**Instructions for the task:** A verbatim copy of the listing is needed; pictures are to be left out.

**Data under study:**
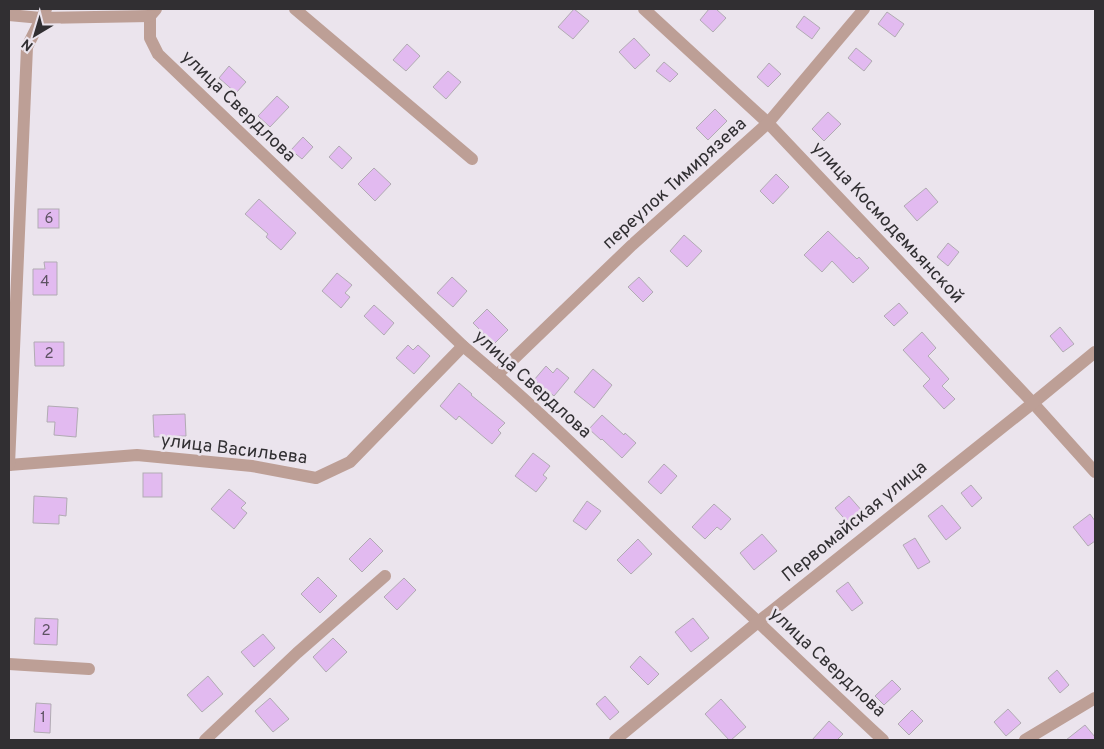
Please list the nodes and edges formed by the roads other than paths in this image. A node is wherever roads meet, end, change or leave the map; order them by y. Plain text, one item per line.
1 (295, 9) edge
2 (644, 9) edge
3 (864, 9) edge
4 (153, 12) edge
5 (44, 13) edge
6 (9, 15) edge
7 (768, 123) junction
8 (472, 160) dead end
9 (462, 346) junction
10 (1095, 352) edge
11 (497, 375) junction
12 (1033, 403) junction
13 (9, 465) edge
14 (1095, 472) edge
15 (385, 576) dead end
16 (758, 622) junction
17 (9, 664) edge
18 (88, 669) dead end
19 (1095, 698) edge
20 (205, 740) edge
21 (615, 740) edge
22 (883, 740) edge
23 (1025, 740) edge

1 - 8 street
2 - 7 street, улица Космодемьянской
3 - 7 street, переулок Тимирязева
4 - 5 street
4 - 9 street, улица Свердлова
5 - 6 street
5 - 13 street
7 - 11 street, переулок Тимирязева
7 - 12 street, улица Космодемьянской
9 - 11 street, улица Свердлова
9 - 13 street, улица Васильева
10 - 12 street, Первомайская улица
11 - 16 street, улица Свердлова
12 - 14 street, улица Космодемьянской
12 - 16 street, Первомайская улица
15 - 20 street
16 - 21 street, Первомайская улица
16 - 22 street, улица Свердлова
17 - 18 street
19 - 23 street

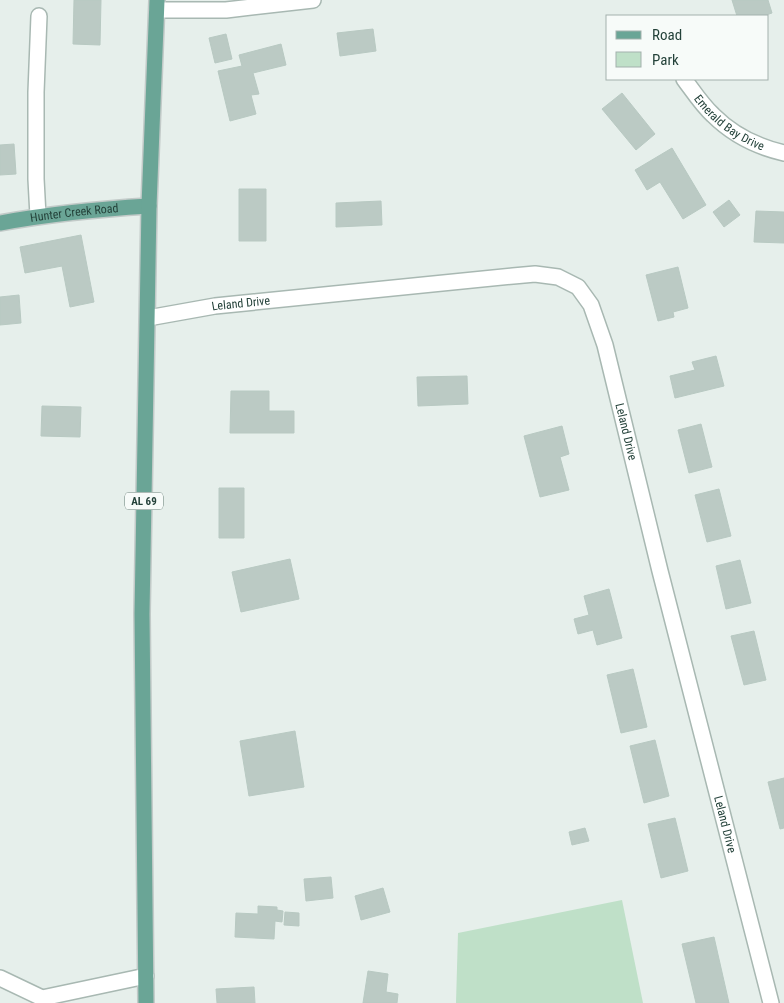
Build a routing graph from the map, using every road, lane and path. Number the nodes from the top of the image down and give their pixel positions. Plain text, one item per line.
1 (313, 0) edge
2 (157, 5) edge
3 (39, 16) dead end
4 (685, 80) edge
5 (784, 153) edge
6 (149, 206) junction
7 (38, 216) junction
8 (0, 223) edge
9 (148, 318) junction
10 (146, 976) junction
11 (0, 978) edge
12 (146, 1003) edge
13 (771, 1003) edge

1 - 2 street
2 - 6 main road, AL 69
3 - 7 street
4 - 5 street, Emerald Bay Drive
6 - 7 main road, Hunter Creek Road
6 - 9 main road, AL 69
7 - 8 main road, Hunter Creek Road
9 - 10 main road, AL 69
9 - 13 street, Leland Drive
10 - 11 street
10 - 12 main road, AL 69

**Your solution:**
Please list the nodes and edges formed by the roads other than paths in this image. A node is wherever roads meet, end, change or leave the map; order them by y. Plain text, one item per line.
1 (295, 9) edge
2 (644, 9) edge
3 (864, 9) edge
4 (153, 12) edge
5 (44, 13) edge
6 (9, 15) edge
7 (768, 123) junction
8 (472, 160) dead end
9 (462, 346) junction
10 (1095, 352) edge
11 (497, 375) junction
12 (1033, 403) junction
13 (9, 465) edge
14 (1095, 472) edge
15 (385, 576) dead end
16 (758, 622) junction
17 (9, 664) edge
18 (88, 669) dead end
19 (1095, 698) edge
20 (205, 740) edge
21 (615, 740) edge
22 (883, 740) edge
23 (1025, 740) edge

1 - 8 street
2 - 7 street, улица Космодемьянской
3 - 7 street, переулок Тимирязева
4 - 5 street
4 - 9 street, улица Свердлова
5 - 6 street
5 - 13 street
7 - 11 street, переулок Тимирязева
7 - 12 street, улица Космодемьянской
9 - 11 street, улица Свердлова
9 - 13 street, улица Васильева
10 - 12 street, Первомайская улица
11 - 16 street, улица Свердлова
12 - 14 street, улица Космодемьянской
12 - 16 street, Первомайская улица
15 - 20 street
16 - 21 street, Первомайская улица
16 - 22 street, улица Свердлова
17 - 18 street
19 - 23 street

Build a routing graph from the map, using every road, lane and path. Number the nodes from the top of the image down and give their pixel positions. Plain text, one item per line.
1 (313, 0) edge
2 (157, 5) edge
3 (39, 16) dead end
4 (685, 80) edge
5 (784, 153) edge
6 (149, 206) junction
7 (38, 216) junction
8 (0, 223) edge
9 (148, 318) junction
10 (146, 976) junction
11 (0, 978) edge
12 (146, 1003) edge
13 (771, 1003) edge

1 - 2 street
2 - 6 main road, AL 69
3 - 7 street
4 - 5 street, Emerald Bay Drive
6 - 7 main road, Hunter Creek Road
6 - 9 main road, AL 69
7 - 8 main road, Hunter Creek Road
9 - 10 main road, AL 69
9 - 13 street, Leland Drive
10 - 11 street
10 - 12 main road, AL 69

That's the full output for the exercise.